Emacs could first test whether the window manager is EWMH compliant and
depending on the outcome only call one of those functions.
x_ewmh_activate_frame seems to test whether the WM supports
"_NET_ACTIVE_WINDOW".  I guess, we could just move that over to
x-focus-frame.

>> We agreed that we wont fix 3.
>
> Yes.

Over night I had a little idea that could be useful.  I'm just writing
it down here so that it's not lost: We could avoid the focus-when-mapped
problem, if we clear the input flag in WM_HINTS (the GTK equivalent
seems to be gtk_window_set_accept_focus) when we create the frame.  But
when we receive the MapNotify event, we enable the flag.  This should
prevent the window manager from focusing the frame initially but
afterwards it should be treated as usual.

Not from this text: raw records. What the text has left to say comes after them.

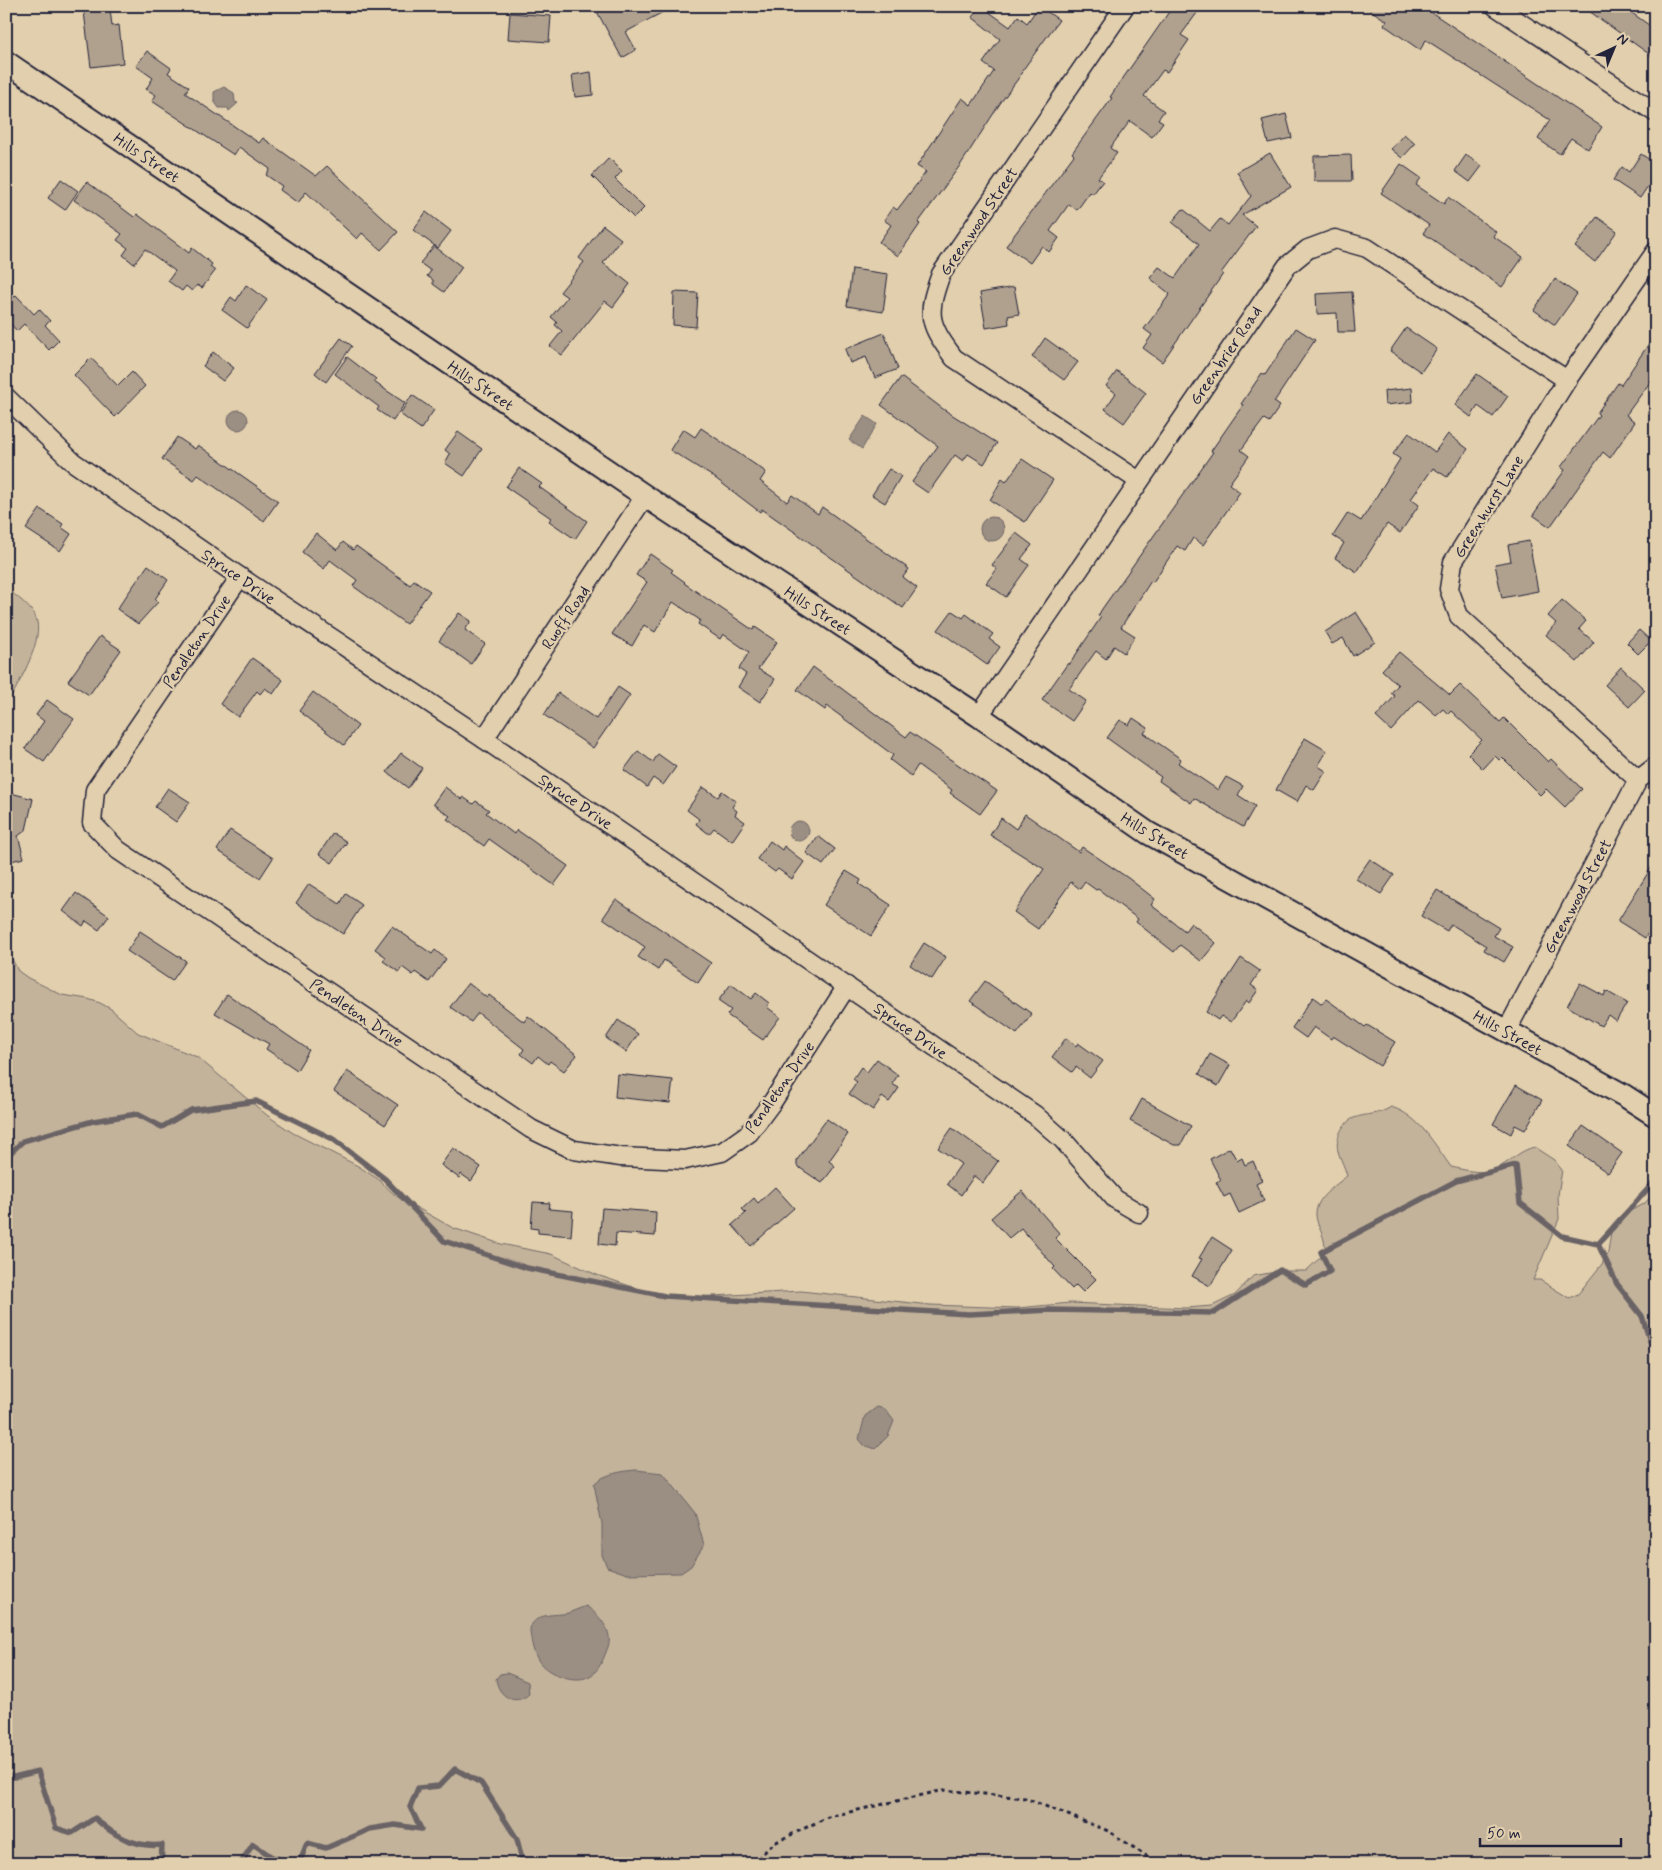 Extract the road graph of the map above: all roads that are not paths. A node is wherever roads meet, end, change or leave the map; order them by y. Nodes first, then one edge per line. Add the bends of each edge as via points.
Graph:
1 (1125, 6) edge
2 (1495, 6) edge
3 (6, 62) edge
4 (1656, 114) edge
5 (1656, 251) edge
6 (1567, 380) junction
7 (6, 397) edge
8 (1139, 481) junction
9 (645, 496) junction
10 (240, 577) junction
11 (979, 716) junction
12 (484, 739) junction
13 (1656, 766) edge
14 (1638, 780) junction
15 (847, 986) junction
16 (1506, 1032) junction
17 (1656, 1116) edge
18 (1139, 1213) dead end

1 - 8 street, Greenwood Street via 941,274 931,302 935,332 954,358
2 - 4 street
3 - 9 street, Hills Street
5 - 6 street, Greenhurst Lane
6 - 8 street, Greenbrier Road via 1367,248 1335,239 1308,249 1287,266
6 - 14 street, Greenhurst Lane via 1453,562 1449,589 1459,616
7 - 10 street, Spruce Drive via 73,462
8 - 11 street, Greenbrier Road
9 - 11 street, Hills Street
9 - 12 street, Ruoff Road
10 - 12 street, Spruce Drive
10 - 15 street, Pendleton Drive via 95,790 92,823 118,850 531,1129 574,1150 621,1157 685,1160 722,1152 749,1133
11 - 16 street, Hills Street via 1148,833
12 - 15 street, Spruce Drive
13 - 14 street, Greenwood Street
14 - 16 street, Greenwood Street
15 - 18 street, Spruce Drive via 1035,1115 1063,1140 1115,1199
16 - 17 street, Hills Street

I also found the gtk_window_set_focus_on_map function.  This seems to
rely on the _NET_WM_USER_TIME EWMH.  Sawfish ignores _NET_WM_USER_TIME,
but it could be useful for other window managers.

>> Fixing 2 isn't so clear.  This was shortly discussed on the mailing list
>> but RMS said, at that time, that more important things should be done.
>
> You mean we could solve this with your update-focus-lazily approach?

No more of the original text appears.